The Palace of Tsar Alexey Mikhailovich is a modern reconstruction of the XVII century Russian wooden architecture monument. It illustrates a rare style combining Old Russian architectural elements usually applied before the reign of Peter I and West European ones.


It is worth noting the high skill level of the palace builders and its decorative looks - the effect reached thanks to a variety of materials and techniques. Referred to by the contemporaries as an ‘eighth wonder of the world’, the original palace is mentioned or represented in many surviving documents such as memoirs, measured drawings, painters’ canvases and models now stored in Russian and West European museums and archives. The palace interior reconstruction was based on surviving historical sources describing the original palace interior décor.


The original palace stood in the center of the Tsar’s residence, but nowadays, not to break up the historically developed Tsar’s Courtyard architectural complex, it was decided to reconstruct it in the southern part of the Kolomenskoe museum-reserve.

The palace exterior completely corresponds to the original.
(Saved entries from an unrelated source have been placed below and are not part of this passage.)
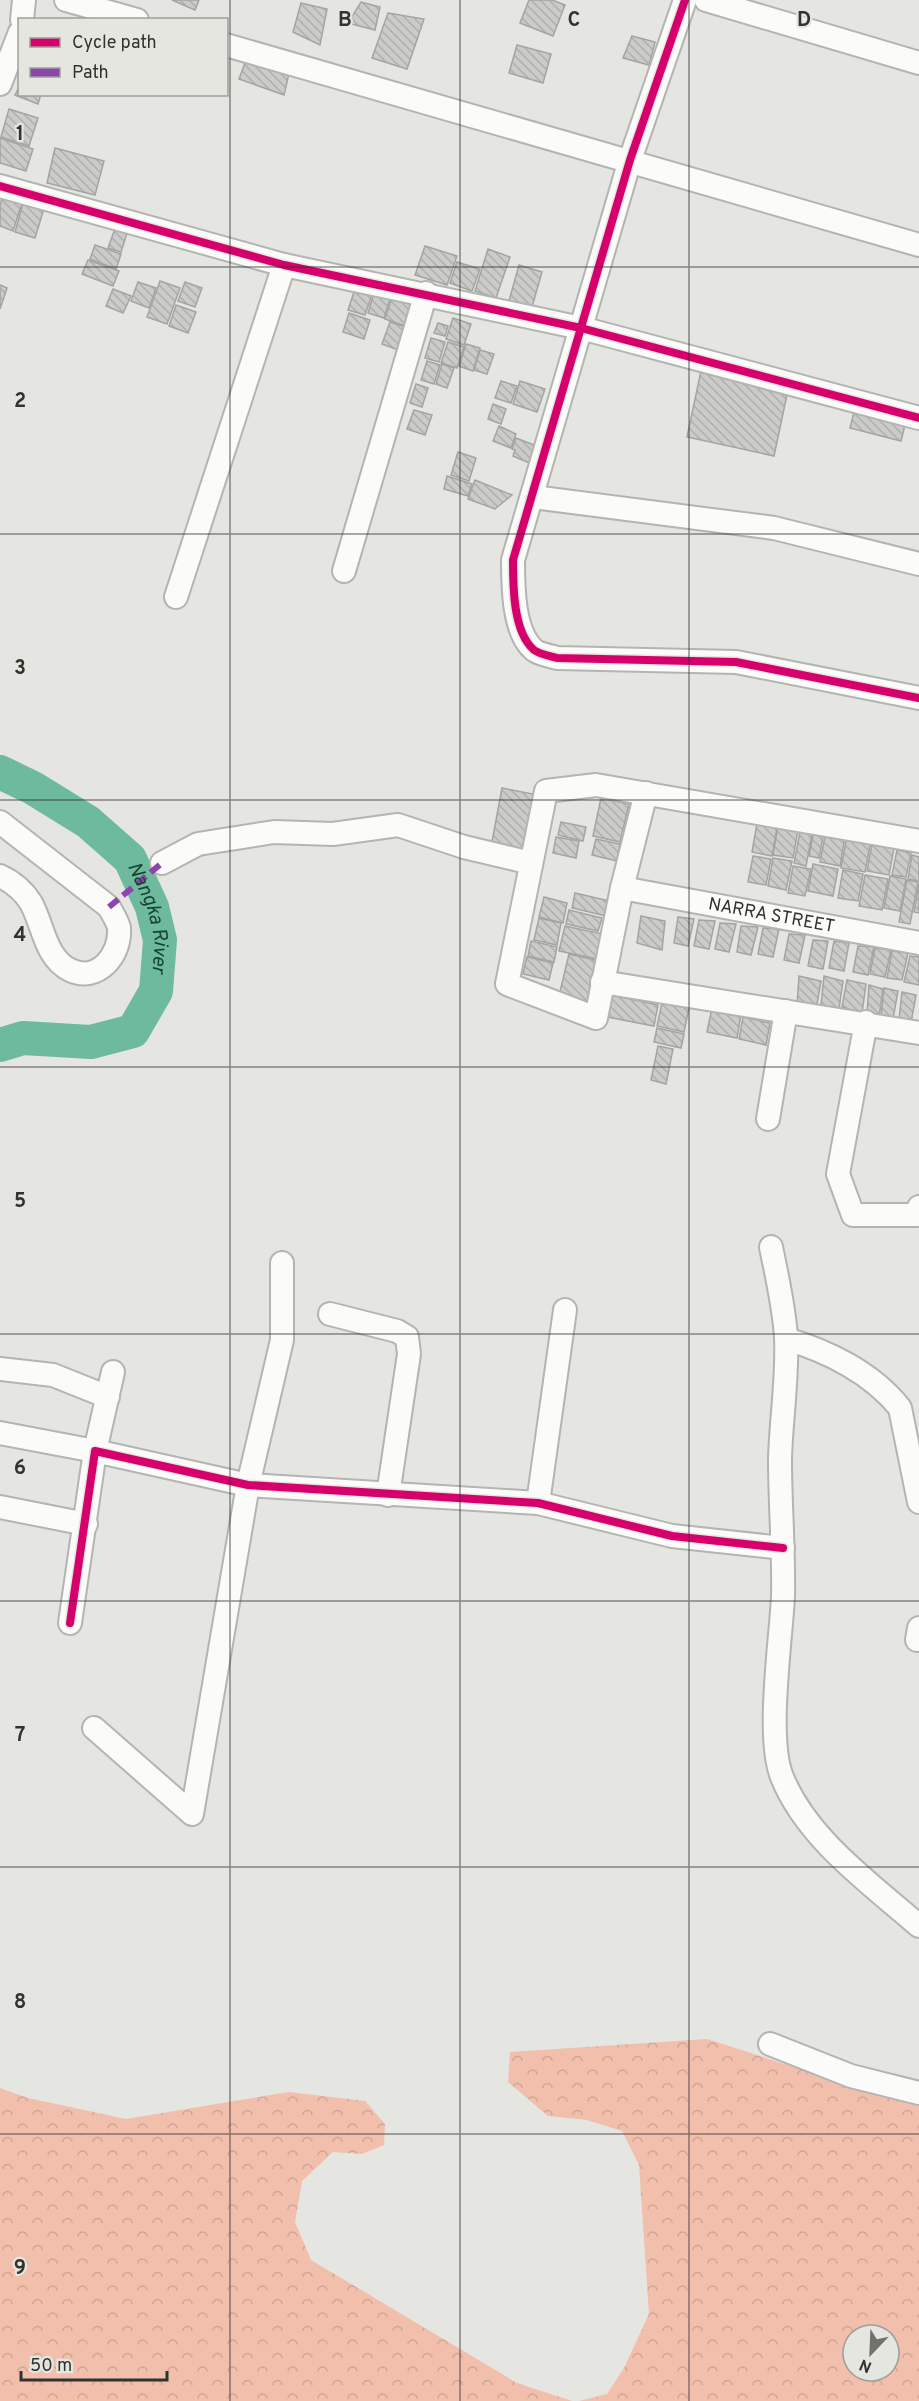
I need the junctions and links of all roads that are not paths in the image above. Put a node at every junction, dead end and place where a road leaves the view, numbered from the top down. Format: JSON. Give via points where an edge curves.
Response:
{"nodes":[{"id":1,"x":24,"y":0,"type":"edge"},
{"id":2,"x":66,"y":0,"type":"edge"},
{"id":3,"x":685,"y":0,"type":"edge"},
{"id":4,"x":706,"y":0,"type":"edge"},
{"id":5,"x":22,"y":18,"type":"edge"},
{"id":6,"x":130,"y":18,"type":"edge"},
{"id":7,"x":18,"y":37,"type":"edge"},
{"id":8,"x":228,"y":46,"type":"edge"},
{"id":9,"x":919,"y":63,"type":"edge"},
{"id":10,"x":0,"y":84,"type":"edge"},
{"id":11,"x":630,"y":160,"type":"junction"},
{"id":12,"x":0,"y":186,"type":"edge"},
{"id":13,"x":919,"y":244,"type":"edge"},
{"id":14,"x":284,"y":265,"type":"junction"},
{"id":15,"x":426,"y":293,"type":"junction"},
{"id":16,"x":581,"y":328,"type":"junction"},
{"id":17,"x":919,"y":418,"type":"edge"},
{"id":18,"x":532,"y":497,"type":"junction"},
{"id":19,"x":919,"y":564,"type":"edge"},
{"id":20,"x":344,"y":571,"type":"dead end"},
{"id":21,"x":176,"y":597,"type":"dead end"},
{"id":22,"x":919,"y":698,"type":"edge"},
{"id":23,"x":646,"y":793,"type":"junction"},
{"id":24,"x":0,"y":822,"type":"edge"},
{"id":25,"x":919,"y":841,"type":"edge"},
{"id":26,"x":162,"y":863,"type":"dead end"},
{"id":27,"x":531,"y":863,"type":"junction"},
{"id":28,"x":0,"y":876,"type":"edge"},
{"id":29,"x":622,"y":888,"type":"junction"},
{"id":30,"x":919,"y":944,"type":"edge"},
{"id":31,"x":602,"y":982,"type":"junction"},
{"id":32,"x":786,"y":1011,"type":"junction"},
{"id":33,"x":866,"y":1022,"type":"junction"},
{"id":34,"x":919,"y":1033,"type":"edge"},
{"id":35,"x":768,"y":1119,"type":"dead end"},
{"id":36,"x":919,"y":1207,"type":"edge"},
{"id":37,"x":771,"y":1247,"type":"dead end"},
{"id":38,"x":282,"y":1263,"type":"dead end"},
{"id":39,"x":565,"y":1310,"type":"dead end"},
{"id":40,"x":330,"y":1314,"type":"dead end"},
{"id":41,"x":786,"y":1339,"type":"junction"},
{"id":42,"x":0,"y":1369,"type":"edge"},
{"id":43,"x":113,"y":1372,"type":"dead end"},
{"id":44,"x":108,"y":1397,"type":"junction"},
{"id":45,"x":0,"y":1433,"type":"edge"},
{"id":46,"x":96,"y":1451,"type":"junction"},
{"id":47,"x":249,"y":1485,"type":"junction"},
{"id":48,"x":388,"y":1494,"type":"junction"},
{"id":49,"x":919,"y":1502,"type":"edge"},
{"id":50,"x":538,"y":1503,"type":"junction"},
{"id":51,"x":0,"y":1507,"type":"edge"},
{"id":52,"x":86,"y":1524,"type":"junction"},
{"id":53,"x":783,"y":1548,"type":"junction"},
{"id":54,"x":70,"y":1623,"type":"dead end"},
{"id":55,"x":94,"y":1728,"type":"dead end"},
{"id":56,"x":919,"y":1926,"type":"edge"},
{"id":57,"x":770,"y":2044,"type":"dead end"},
{"id":58,"x":919,"y":2093,"type":"edge"}],
"edges":[{"from":1,"to":5,"type":"street"},
{"from":2,"to":6,"type":"street"},
{"from":3,"to":11,"type":"street"},
{"from":4,"to":9,"type":"street"},
{"from":7,"to":10,"type":"street"},
{"from":8,"to":11,"type":"street"},
{"from":11,"to":13,"type":"street"},
{"from":11,"to":16,"type":"street"},
{"from":12,"to":14,"type":"street"},
{"from":14,"to":15,"type":"street"},
{"from":14,"to":21,"type":"street"},
{"from":15,"to":16,"type":"street"},
{"from":15,"to":20,"type":"street"},
{"from":16,"to":17,"type":"street"},
{"from":16,"to":18,"type":"street"},
{"from":18,"to":19,"type":"street","via":[[774,528]]},
{"from":18,"to":22,"type":"street","via":[[513,561],[514,599],[523,633],[535,651],[581,660],[736,662]]},
{"from":23,"to":25,"type":"street"},
{"from":23,"to":27,"type":"street","via":[[596,785],[546,791]]},
{"from":23,"to":29,"type":"street"},
{"from":24,"to":28,"type":"street","via":[[109,907],[119,928],[115,954],[102,969],[87,975],[69,970],[56,959],[31,903],[16,884]]},
{"from":26,"to":27,"type":"street","via":[[198,844],[274,832],[333,834],[398,825],[464,847]]},
{"from":27,"to":31,"type":"street","via":[[507,984],[596,1018]]},
{"from":29,"to":30,"type":"street","name":"NARRA STREET"},
{"from":29,"to":31,"type":"street"},
{"from":31,"to":32,"type":"street"},
{"from":32,"to":33,"type":"street"},
{"from":32,"to":35,"type":"street"},
{"from":33,"to":34,"type":"street"},
{"from":33,"to":36,"type":"street","via":[[838,1174],[854,1215],[916,1215]]},
{"from":37,"to":41,"type":"street","via":[[782,1295]]},
{"from":38,"to":47,"type":"street","via":[[282,1340]]},
{"from":39,"to":50,"type":"street"},
{"from":40,"to":48,"type":"street","via":[[407,1337],[409,1354]]},
{"from":41,"to":49,"type":"street","via":[[831,1355],[893,1399],[900,1408]]},
{"from":41,"to":53,"type":"street","via":[[780,1460]]},
{"from":42,"to":44,"type":"street","via":[[53,1375]]},
{"from":43,"to":44,"type":"street"},
{"from":44,"to":46,"type":"street"},
{"from":45,"to":46,"type":"street"},
{"from":46,"to":47,"type":"street"},
{"from":46,"to":52,"type":"street"},
{"from":47,"to":48,"type":"street"},
{"from":47,"to":55,"type":"street","via":[[192,1814]]},
{"from":48,"to":50,"type":"street"},
{"from":50,"to":53,"type":"street","via":[[672,1536]]},
{"from":51,"to":52,"type":"street"},
{"from":52,"to":54,"type":"street"},
{"from":53,"to":56,"type":"street","via":[[776,1716],[781,1775],[796,1807],[825,1841]]},
{"from":57,"to":58,"type":"street","via":[[851,2076]]}]}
Inside you will find interior permanent displays, exhibition halls, ateliers, a gift shop and a café.

You will see

  • an intricate architectural plan: the palace consists of 26 separate towers (‘terem’s’) connected into one complex building;
  • several types of roofs: each tower (‘terem’) has an individual roof design so you can count 6 shape patterns: tents, ‘cubes’, ‘onions’, ‘helmets’, ‘barrels’ and ‘split barrels’;
  • unique tile-faced stoves reconstructed after archaeological findings at Kolomenskoe;
  • wall and ceiling paintings reproduced after archive documents data.

You will find out

  • about the palace architectural planning peculiarities: it was divided into the men’s and women’s halves, so that the Tsar and Tsarevitches (the Tsar’s sons) lived separately from the Tsarina and Tsarevna’s (the Tsar’s wife and daughters);
  • about the functions and décor details of the palace chambers (the original palace counted 270 chambers);
  • about mechanical lions guarding the Tsar’s throne; whose throne had served as a prototype for that of the Moscow Tsar.